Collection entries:
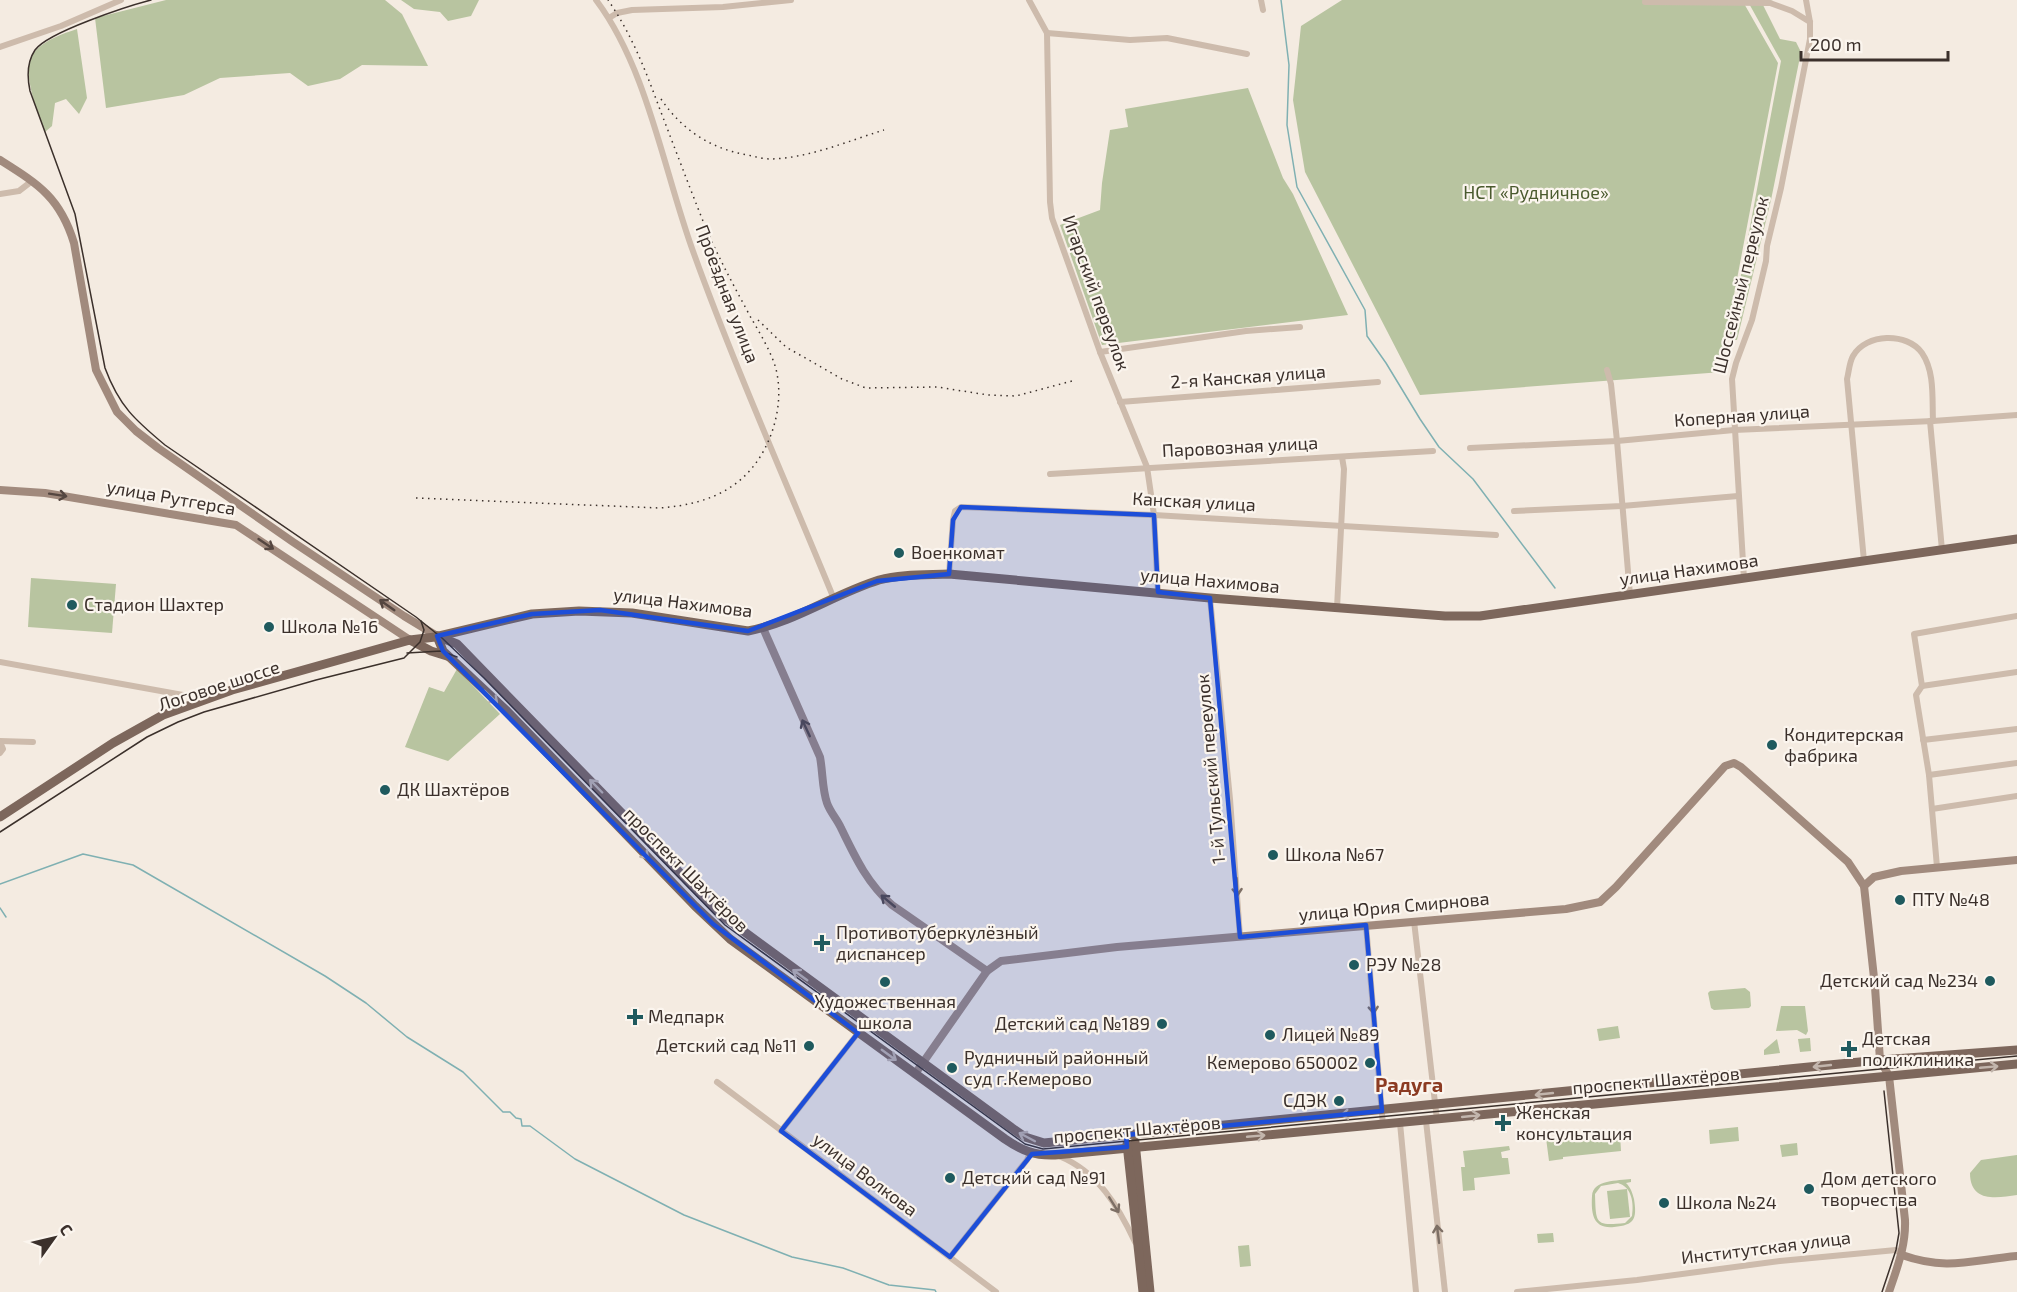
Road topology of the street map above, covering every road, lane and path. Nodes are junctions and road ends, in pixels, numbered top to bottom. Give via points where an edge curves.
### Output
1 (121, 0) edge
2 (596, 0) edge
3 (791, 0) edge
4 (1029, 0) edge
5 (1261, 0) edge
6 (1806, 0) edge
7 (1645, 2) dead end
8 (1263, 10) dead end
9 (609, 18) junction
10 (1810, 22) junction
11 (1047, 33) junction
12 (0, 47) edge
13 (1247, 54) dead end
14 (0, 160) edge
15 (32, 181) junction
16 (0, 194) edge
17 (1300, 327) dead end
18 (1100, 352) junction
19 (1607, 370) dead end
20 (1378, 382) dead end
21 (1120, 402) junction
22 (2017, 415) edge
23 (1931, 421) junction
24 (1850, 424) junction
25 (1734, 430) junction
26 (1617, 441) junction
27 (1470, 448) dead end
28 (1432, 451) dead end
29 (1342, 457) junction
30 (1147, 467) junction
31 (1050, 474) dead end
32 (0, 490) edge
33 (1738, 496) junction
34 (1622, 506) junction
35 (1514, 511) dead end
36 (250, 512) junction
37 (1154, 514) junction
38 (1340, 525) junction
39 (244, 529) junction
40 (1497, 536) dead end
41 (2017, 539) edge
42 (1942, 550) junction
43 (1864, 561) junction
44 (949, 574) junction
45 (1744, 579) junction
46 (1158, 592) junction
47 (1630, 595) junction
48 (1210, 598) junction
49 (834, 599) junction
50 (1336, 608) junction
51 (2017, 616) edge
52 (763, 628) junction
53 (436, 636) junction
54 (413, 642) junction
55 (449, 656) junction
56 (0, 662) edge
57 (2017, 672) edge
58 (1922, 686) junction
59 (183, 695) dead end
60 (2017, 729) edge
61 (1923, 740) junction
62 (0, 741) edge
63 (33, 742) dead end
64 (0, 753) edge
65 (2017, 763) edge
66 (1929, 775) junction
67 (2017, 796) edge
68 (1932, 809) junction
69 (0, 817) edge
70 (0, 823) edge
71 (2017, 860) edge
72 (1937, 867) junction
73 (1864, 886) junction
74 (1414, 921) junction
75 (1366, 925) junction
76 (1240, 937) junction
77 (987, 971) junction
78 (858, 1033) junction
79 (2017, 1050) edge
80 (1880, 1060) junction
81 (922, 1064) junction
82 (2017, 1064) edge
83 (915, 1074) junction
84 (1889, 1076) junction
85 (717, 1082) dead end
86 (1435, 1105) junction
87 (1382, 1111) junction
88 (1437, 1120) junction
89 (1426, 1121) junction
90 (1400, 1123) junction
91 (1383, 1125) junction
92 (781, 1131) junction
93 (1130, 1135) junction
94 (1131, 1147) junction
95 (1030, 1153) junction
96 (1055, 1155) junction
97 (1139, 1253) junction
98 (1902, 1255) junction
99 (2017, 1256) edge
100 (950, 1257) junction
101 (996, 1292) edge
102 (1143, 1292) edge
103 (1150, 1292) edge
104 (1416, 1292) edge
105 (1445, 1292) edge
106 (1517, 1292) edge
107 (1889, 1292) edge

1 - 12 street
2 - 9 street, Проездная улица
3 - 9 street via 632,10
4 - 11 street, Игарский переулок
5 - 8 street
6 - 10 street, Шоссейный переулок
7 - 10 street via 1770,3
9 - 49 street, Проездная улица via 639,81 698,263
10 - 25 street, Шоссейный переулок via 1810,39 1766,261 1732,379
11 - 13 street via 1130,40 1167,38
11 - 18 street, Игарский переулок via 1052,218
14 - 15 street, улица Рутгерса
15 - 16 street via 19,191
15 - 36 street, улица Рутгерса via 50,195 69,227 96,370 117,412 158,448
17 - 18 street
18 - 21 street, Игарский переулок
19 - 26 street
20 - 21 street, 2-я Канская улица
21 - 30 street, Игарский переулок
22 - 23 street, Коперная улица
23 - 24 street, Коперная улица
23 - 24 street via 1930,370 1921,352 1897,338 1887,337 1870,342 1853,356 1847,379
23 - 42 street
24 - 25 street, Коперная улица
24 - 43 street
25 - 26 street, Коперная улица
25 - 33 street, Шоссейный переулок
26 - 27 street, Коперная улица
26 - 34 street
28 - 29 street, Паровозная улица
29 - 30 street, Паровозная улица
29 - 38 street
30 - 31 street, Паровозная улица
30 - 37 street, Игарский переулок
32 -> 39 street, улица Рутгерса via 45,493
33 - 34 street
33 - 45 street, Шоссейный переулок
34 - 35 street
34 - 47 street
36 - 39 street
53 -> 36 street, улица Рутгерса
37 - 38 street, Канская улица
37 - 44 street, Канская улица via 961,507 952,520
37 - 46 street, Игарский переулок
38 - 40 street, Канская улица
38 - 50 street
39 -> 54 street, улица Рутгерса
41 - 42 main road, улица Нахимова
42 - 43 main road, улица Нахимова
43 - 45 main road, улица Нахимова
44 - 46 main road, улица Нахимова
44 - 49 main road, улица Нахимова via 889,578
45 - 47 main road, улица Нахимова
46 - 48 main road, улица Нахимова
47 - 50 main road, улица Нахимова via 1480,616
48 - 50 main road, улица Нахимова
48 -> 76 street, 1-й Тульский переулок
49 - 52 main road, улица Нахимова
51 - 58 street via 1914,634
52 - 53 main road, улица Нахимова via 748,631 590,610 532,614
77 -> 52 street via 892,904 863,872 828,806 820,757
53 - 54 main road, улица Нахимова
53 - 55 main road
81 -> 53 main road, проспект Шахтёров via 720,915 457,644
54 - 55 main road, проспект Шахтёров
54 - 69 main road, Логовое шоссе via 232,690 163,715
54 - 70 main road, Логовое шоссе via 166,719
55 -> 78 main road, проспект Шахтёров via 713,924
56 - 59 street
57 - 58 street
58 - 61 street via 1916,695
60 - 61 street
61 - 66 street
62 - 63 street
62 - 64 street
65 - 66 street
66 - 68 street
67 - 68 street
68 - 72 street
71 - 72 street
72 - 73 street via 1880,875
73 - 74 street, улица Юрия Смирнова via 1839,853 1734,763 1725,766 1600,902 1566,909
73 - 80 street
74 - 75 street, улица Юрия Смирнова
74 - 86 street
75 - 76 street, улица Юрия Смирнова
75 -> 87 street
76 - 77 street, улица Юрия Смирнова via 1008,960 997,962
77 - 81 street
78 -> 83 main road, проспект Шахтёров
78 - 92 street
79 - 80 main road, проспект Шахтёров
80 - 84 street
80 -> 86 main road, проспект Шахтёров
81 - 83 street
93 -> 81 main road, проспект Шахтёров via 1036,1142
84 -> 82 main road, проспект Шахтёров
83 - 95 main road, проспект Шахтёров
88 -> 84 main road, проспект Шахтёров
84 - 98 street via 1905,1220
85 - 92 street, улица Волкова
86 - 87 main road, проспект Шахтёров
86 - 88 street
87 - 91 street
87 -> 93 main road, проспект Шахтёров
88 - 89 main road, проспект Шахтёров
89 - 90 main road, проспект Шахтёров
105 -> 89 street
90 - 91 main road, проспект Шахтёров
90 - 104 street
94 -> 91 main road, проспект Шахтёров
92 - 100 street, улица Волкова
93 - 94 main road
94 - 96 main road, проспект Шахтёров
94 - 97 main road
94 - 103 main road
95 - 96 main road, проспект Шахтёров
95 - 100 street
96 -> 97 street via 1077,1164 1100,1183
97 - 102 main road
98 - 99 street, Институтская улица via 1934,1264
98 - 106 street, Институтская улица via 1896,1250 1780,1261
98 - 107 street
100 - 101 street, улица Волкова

§ **Task description**: An exact reproduction of all the records is required, with no pictures included.

§ **Answer for the task**:
Road topology of the street map above, covering every road, lane and path. Nodes are junctions and road ends, in pixels, numbered top to bottom. Give via points where an edge curves.
### Output
1 (121, 0) edge
2 (596, 0) edge
3 (791, 0) edge
4 (1029, 0) edge
5 (1261, 0) edge
6 (1806, 0) edge
7 (1645, 2) dead end
8 (1263, 10) dead end
9 (609, 18) junction
10 (1810, 22) junction
11 (1047, 33) junction
12 (0, 47) edge
13 (1247, 54) dead end
14 (0, 160) edge
15 (32, 181) junction
16 (0, 194) edge
17 (1300, 327) dead end
18 (1100, 352) junction
19 (1607, 370) dead end
20 (1378, 382) dead end
21 (1120, 402) junction
22 (2017, 415) edge
23 (1931, 421) junction
24 (1850, 424) junction
25 (1734, 430) junction
26 (1617, 441) junction
27 (1470, 448) dead end
28 (1432, 451) dead end
29 (1342, 457) junction
30 (1147, 467) junction
31 (1050, 474) dead end
32 (0, 490) edge
33 (1738, 496) junction
34 (1622, 506) junction
35 (1514, 511) dead end
36 (250, 512) junction
37 (1154, 514) junction
38 (1340, 525) junction
39 (244, 529) junction
40 (1497, 536) dead end
41 (2017, 539) edge
42 (1942, 550) junction
43 (1864, 561) junction
44 (949, 574) junction
45 (1744, 579) junction
46 (1158, 592) junction
47 (1630, 595) junction
48 (1210, 598) junction
49 (834, 599) junction
50 (1336, 608) junction
51 (2017, 616) edge
52 (763, 628) junction
53 (436, 636) junction
54 (413, 642) junction
55 (449, 656) junction
56 (0, 662) edge
57 (2017, 672) edge
58 (1922, 686) junction
59 (183, 695) dead end
60 (2017, 729) edge
61 (1923, 740) junction
62 (0, 741) edge
63 (33, 742) dead end
64 (0, 753) edge
65 (2017, 763) edge
66 (1929, 775) junction
67 (2017, 796) edge
68 (1932, 809) junction
69 (0, 817) edge
70 (0, 823) edge
71 (2017, 860) edge
72 (1937, 867) junction
73 (1864, 886) junction
74 (1414, 921) junction
75 (1366, 925) junction
76 (1240, 937) junction
77 (987, 971) junction
78 (858, 1033) junction
79 (2017, 1050) edge
80 (1880, 1060) junction
81 (922, 1064) junction
82 (2017, 1064) edge
83 (915, 1074) junction
84 (1889, 1076) junction
85 (717, 1082) dead end
86 (1435, 1105) junction
87 (1382, 1111) junction
88 (1437, 1120) junction
89 (1426, 1121) junction
90 (1400, 1123) junction
91 (1383, 1125) junction
92 (781, 1131) junction
93 (1130, 1135) junction
94 (1131, 1147) junction
95 (1030, 1153) junction
96 (1055, 1155) junction
97 (1139, 1253) junction
98 (1902, 1255) junction
99 (2017, 1256) edge
100 (950, 1257) junction
101 (996, 1292) edge
102 (1143, 1292) edge
103 (1150, 1292) edge
104 (1416, 1292) edge
105 (1445, 1292) edge
106 (1517, 1292) edge
107 (1889, 1292) edge

1 - 12 street
2 - 9 street, Проездная улица
3 - 9 street via 632,10
4 - 11 street, Игарский переулок
5 - 8 street
6 - 10 street, Шоссейный переулок
7 - 10 street via 1770,3
9 - 49 street, Проездная улица via 639,81 698,263
10 - 25 street, Шоссейный переулок via 1810,39 1766,261 1732,379
11 - 13 street via 1130,40 1167,38
11 - 18 street, Игарский переулок via 1052,218
14 - 15 street, улица Рутгерса
15 - 16 street via 19,191
15 - 36 street, улица Рутгерса via 50,195 69,227 96,370 117,412 158,448
17 - 18 street
18 - 21 street, Игарский переулок
19 - 26 street
20 - 21 street, 2-я Канская улица
21 - 30 street, Игарский переулок
22 - 23 street, Коперная улица
23 - 24 street, Коперная улица
23 - 24 street via 1930,370 1921,352 1897,338 1887,337 1870,342 1853,356 1847,379
23 - 42 street
24 - 25 street, Коперная улица
24 - 43 street
25 - 26 street, Коперная улица
25 - 33 street, Шоссейный переулок
26 - 27 street, Коперная улица
26 - 34 street
28 - 29 street, Паровозная улица
29 - 30 street, Паровозная улица
29 - 38 street
30 - 31 street, Паровозная улица
30 - 37 street, Игарский переулок
32 -> 39 street, улица Рутгерса via 45,493
33 - 34 street
33 - 45 street, Шоссейный переулок
34 - 35 street
34 - 47 street
36 - 39 street
53 -> 36 street, улица Рутгерса
37 - 38 street, Канская улица
37 - 44 street, Канская улица via 961,507 952,520
37 - 46 street, Игарский переулок
38 - 40 street, Канская улица
38 - 50 street
39 -> 54 street, улица Рутгерса
41 - 42 main road, улица Нахимова
42 - 43 main road, улица Нахимова
43 - 45 main road, улица Нахимова
44 - 46 main road, улица Нахимова
44 - 49 main road, улица Нахимова via 889,578
45 - 47 main road, улица Нахимова
46 - 48 main road, улица Нахимова
47 - 50 main road, улица Нахимова via 1480,616
48 - 50 main road, улица Нахимова
48 -> 76 street, 1-й Тульский переулок
49 - 52 main road, улица Нахимова
51 - 58 street via 1914,634
52 - 53 main road, улица Нахимова via 748,631 590,610 532,614
77 -> 52 street via 892,904 863,872 828,806 820,757
53 - 54 main road, улица Нахимова
53 - 55 main road
81 -> 53 main road, проспект Шахтёров via 720,915 457,644
54 - 55 main road, проспект Шахтёров
54 - 69 main road, Логовое шоссе via 232,690 163,715
54 - 70 main road, Логовое шоссе via 166,719
55 -> 78 main road, проспект Шахтёров via 713,924
56 - 59 street
57 - 58 street
58 - 61 street via 1916,695
60 - 61 street
61 - 66 street
62 - 63 street
62 - 64 street
65 - 66 street
66 - 68 street
67 - 68 street
68 - 72 street
71 - 72 street
72 - 73 street via 1880,875
73 - 74 street, улица Юрия Смирнова via 1839,853 1734,763 1725,766 1600,902 1566,909
73 - 80 street
74 - 75 street, улица Юрия Смирнова
74 - 86 street
75 - 76 street, улица Юрия Смирнова
75 -> 87 street
76 - 77 street, улица Юрия Смирнова via 1008,960 997,962
77 - 81 street
78 -> 83 main road, проспект Шахтёров
78 - 92 street
79 - 80 main road, проспект Шахтёров
80 - 84 street
80 -> 86 main road, проспект Шахтёров
81 - 83 street
93 -> 81 main road, проспект Шахтёров via 1036,1142
84 -> 82 main road, проспект Шахтёров
83 - 95 main road, проспект Шахтёров
88 -> 84 main road, проспект Шахтёров
84 - 98 street via 1905,1220
85 - 92 street, улица Волкова
86 - 87 main road, проспект Шахтёров
86 - 88 street
87 - 91 street
87 -> 93 main road, проспект Шахтёров
88 - 89 main road, проспект Шахтёров
89 - 90 main road, проспект Шахтёров
105 -> 89 street
90 - 91 main road, проспект Шахтёров
90 - 104 street
94 -> 91 main road, проспект Шахтёров
92 - 100 street, улица Волкова
93 - 94 main road
94 - 96 main road, проспект Шахтёров
94 - 97 main road
94 - 103 main road
95 - 96 main road, проспект Шахтёров
95 - 100 street
96 -> 97 street via 1077,1164 1100,1183
97 - 102 main road
98 - 99 street, Институтская улица via 1934,1264
98 - 106 street, Институтская улица via 1896,1250 1780,1261
98 - 107 street
100 - 101 street, улица Волкова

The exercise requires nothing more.